Problem to solve:
Exactly the lines from the one that holds "ring mcp: (801, 990)" to the end of the data below: retype these and nothing else.

== Segment start ==

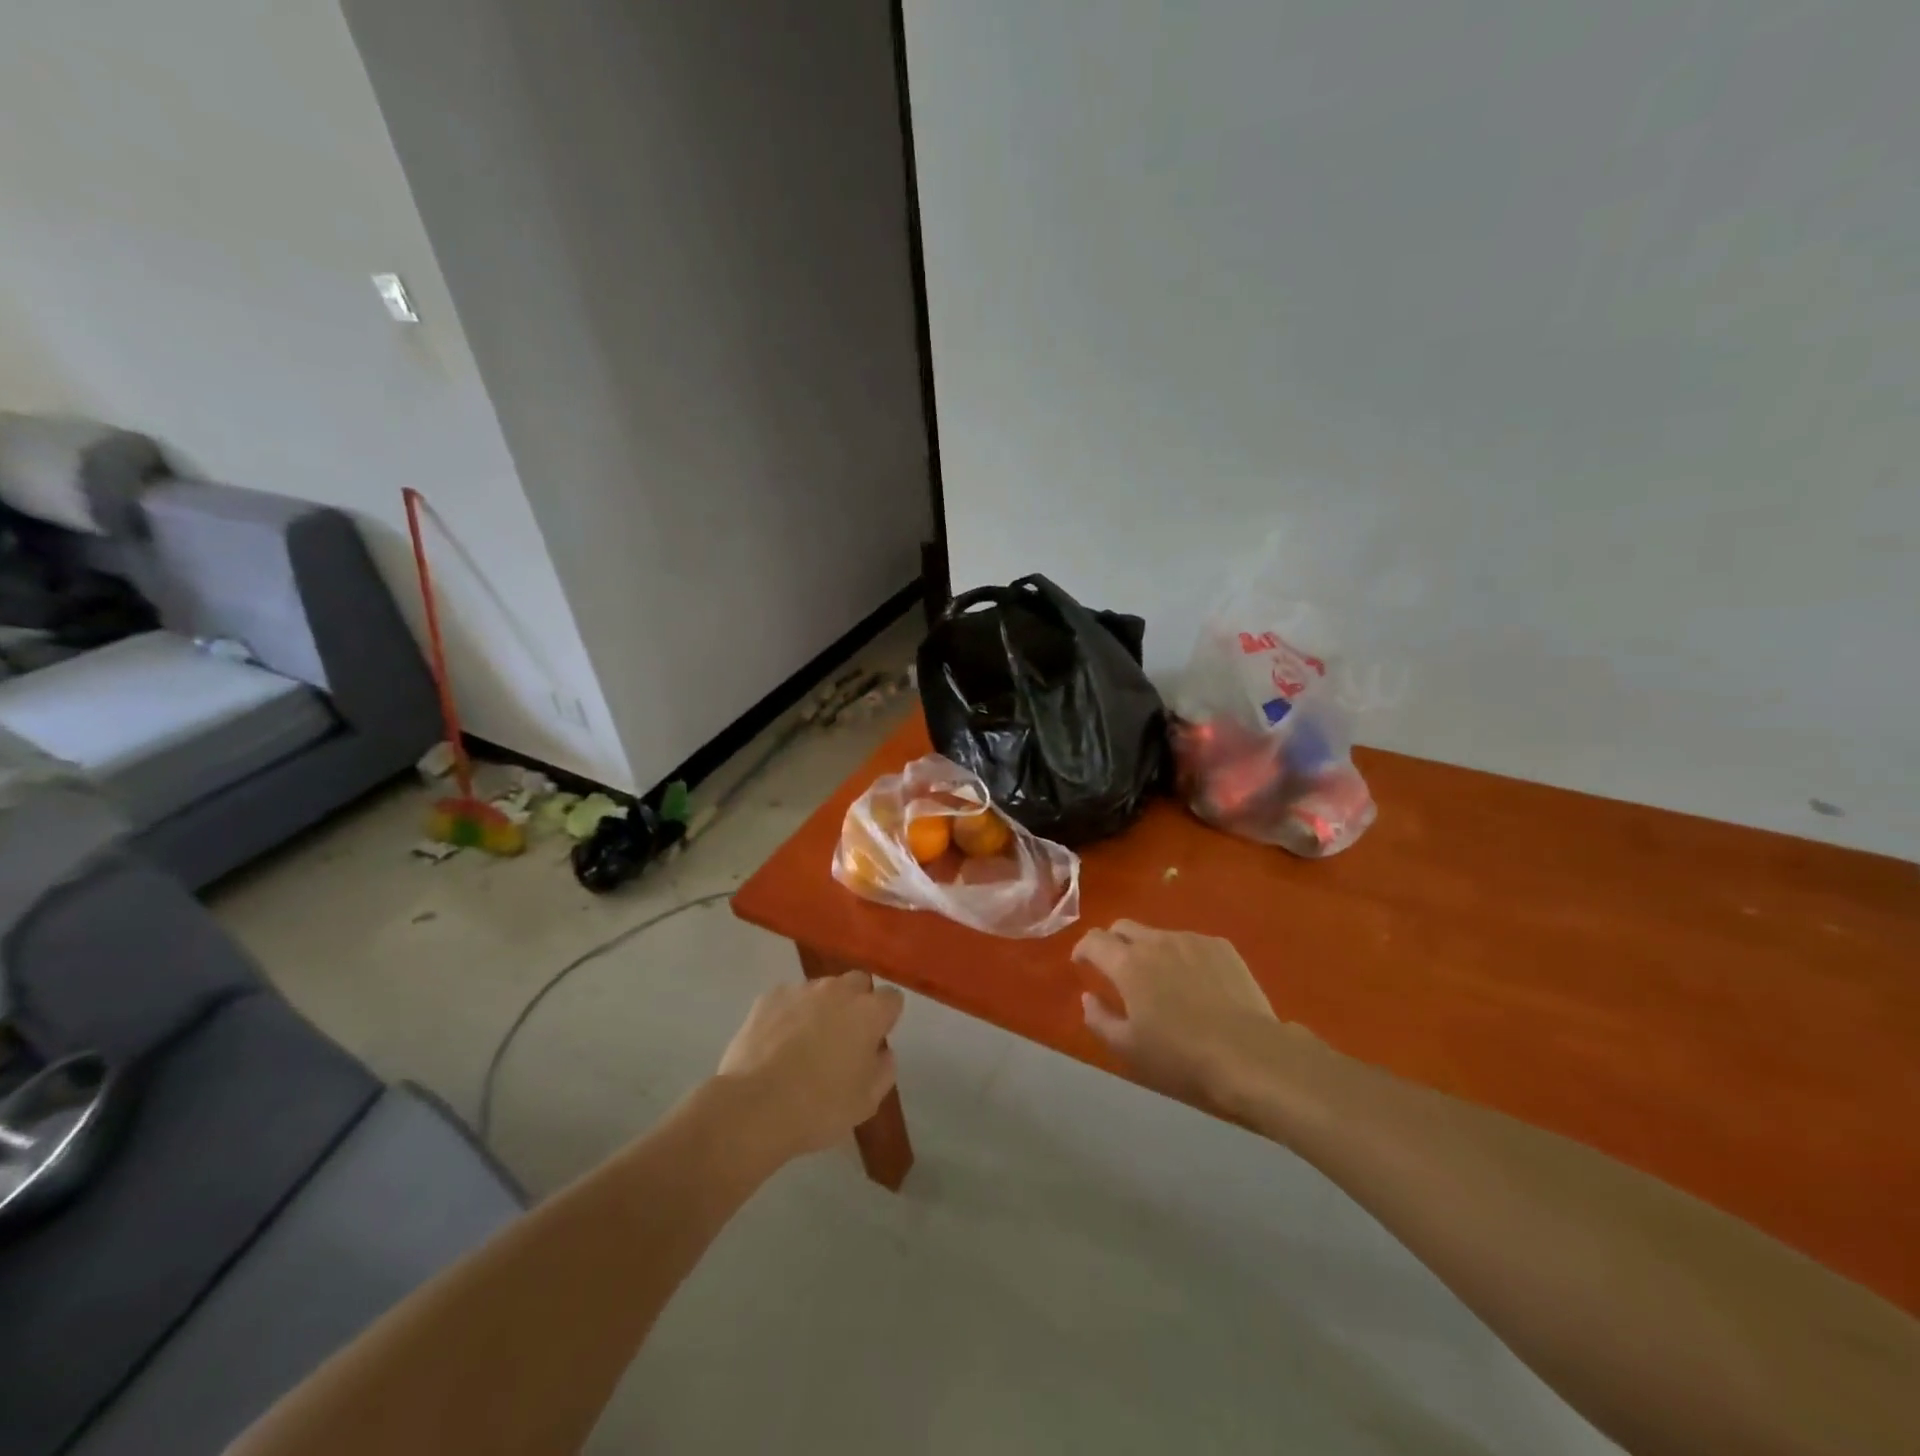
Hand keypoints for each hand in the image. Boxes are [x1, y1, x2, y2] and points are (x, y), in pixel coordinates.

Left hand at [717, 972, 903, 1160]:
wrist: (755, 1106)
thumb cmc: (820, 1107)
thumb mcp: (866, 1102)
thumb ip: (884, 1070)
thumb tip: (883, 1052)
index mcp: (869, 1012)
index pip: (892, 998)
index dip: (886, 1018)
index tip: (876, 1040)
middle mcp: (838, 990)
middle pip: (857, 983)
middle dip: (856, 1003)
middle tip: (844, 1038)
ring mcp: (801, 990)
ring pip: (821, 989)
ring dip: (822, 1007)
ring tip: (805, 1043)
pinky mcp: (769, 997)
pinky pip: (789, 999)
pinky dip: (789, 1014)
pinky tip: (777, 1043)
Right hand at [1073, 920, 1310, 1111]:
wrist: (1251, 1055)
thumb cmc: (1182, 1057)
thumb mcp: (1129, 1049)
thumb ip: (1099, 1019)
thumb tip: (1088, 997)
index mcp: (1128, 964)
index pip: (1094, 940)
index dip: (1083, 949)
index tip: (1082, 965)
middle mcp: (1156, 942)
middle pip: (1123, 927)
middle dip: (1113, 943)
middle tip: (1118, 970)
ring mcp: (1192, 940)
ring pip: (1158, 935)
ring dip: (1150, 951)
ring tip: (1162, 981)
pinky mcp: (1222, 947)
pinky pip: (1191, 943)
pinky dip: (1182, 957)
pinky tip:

== Segment end ==

Answer box:
ring mcp: (801, 990)
ring pip: (821, 989)
ring dip: (822, 1007)
ring tip: (805, 1043)
pinky mcp: (769, 997)
pinky pip: (789, 999)
pinky dip: (789, 1014)
pinky tip: (777, 1043)
Right hand at [1073, 920, 1310, 1111]:
wrist: (1251, 1055)
thumb cmc: (1182, 1057)
thumb mcp: (1129, 1049)
thumb ip: (1099, 1019)
thumb tip: (1088, 997)
index mcp: (1128, 964)
index pip: (1094, 940)
index dip: (1083, 949)
index tip: (1082, 965)
middle mcp: (1156, 942)
middle pip: (1123, 927)
middle dip: (1113, 943)
middle tip: (1118, 970)
ring mcp: (1192, 940)
ring pip: (1158, 935)
ring dip: (1150, 951)
ring tip: (1162, 981)
pinky mcp: (1222, 947)
pinky pip: (1191, 943)
pinky dip: (1182, 957)
pinky tip:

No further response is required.